Daily Market Wrap

November 3, 2017

Stocks have ended the day higher, with the Dow, S&P 500, and NASDAQ setting new all-time closing highs. The Dow closed up 22.93 at 23,539.19 and the S&P 500 closed up 7.99 at 2,587.84.  Mortgage Bonds ended the day higher, break through another ceiling of resistance.

The highly anticipated Jobs Reported showed that there were 261,000 jobs created in October, which was lower than market expectations of 325,000.  There were positive revisions to the previous two months, which offset some of the miss in today’s headline figure – August was revised higher by 39,000 from 169,000 to 208,000 and September was also revised higher by 51,000 from -33,000 to a positive 18,000, for a combined two month revision of 90,000 jobs.

Average Hourly earnings dropped from 2.7% to 2.4%, which shows decreasing wage pressured inflation…this metric helped Bonds.

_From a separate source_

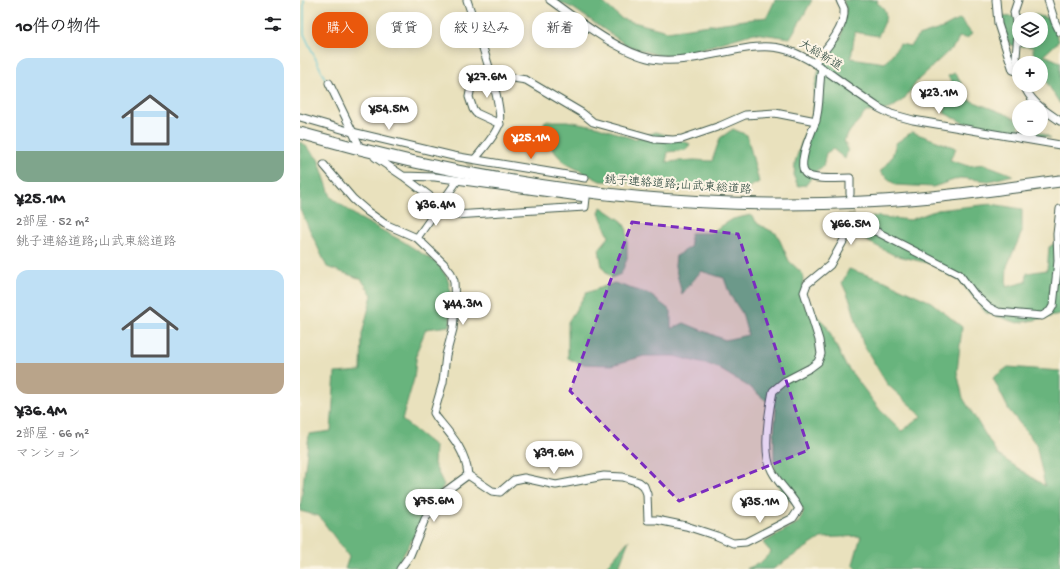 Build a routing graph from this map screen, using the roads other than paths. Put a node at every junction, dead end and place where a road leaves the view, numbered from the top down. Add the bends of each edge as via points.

There are actually two different surveys within the Jobs Report – the Business Survey, where the headline jobs figure is derived from and the Household Survey, where the Unemployment Rate comes from.  There is a job creation component within the Household Survey as well, which is very volatile.  And after a wild spike of 906,000 jobs in September (which was literally a polar opposite of the job losses showed in the Business Survey), the Household Survey showed a loss of 484,000 jobs in October.  However, because the labor force shrunk by 765,000, the Unemployment Rate improved from 4.2% to 4.1%.  The all in U6 Unemployment Rate dropped from 8.3% to 7.9%, which matches the low from December 2006.

Economic Data

Jobs Report: Actual = 261,000; Consensus = 325,000; Prior = 18,000

Upcoming Events

Next week is a very quiet economic news week.  There will be a 10 and 30-year Bond Auction, which could impact the markets, but the Charts and technical analysis will likely drive market direction.

Technical Picture

Mortgage Bonds have broken above the 25-day Moving Average and are now trading just beneath the 100-day Moving Average – Bonds have taken out several ceilings of resistance over the last few days, which is a positive sign.  The 10-year Treasury Note Yield has broken beneath its 25-day Moving Average and now has the 200-day Moving Average in its sights.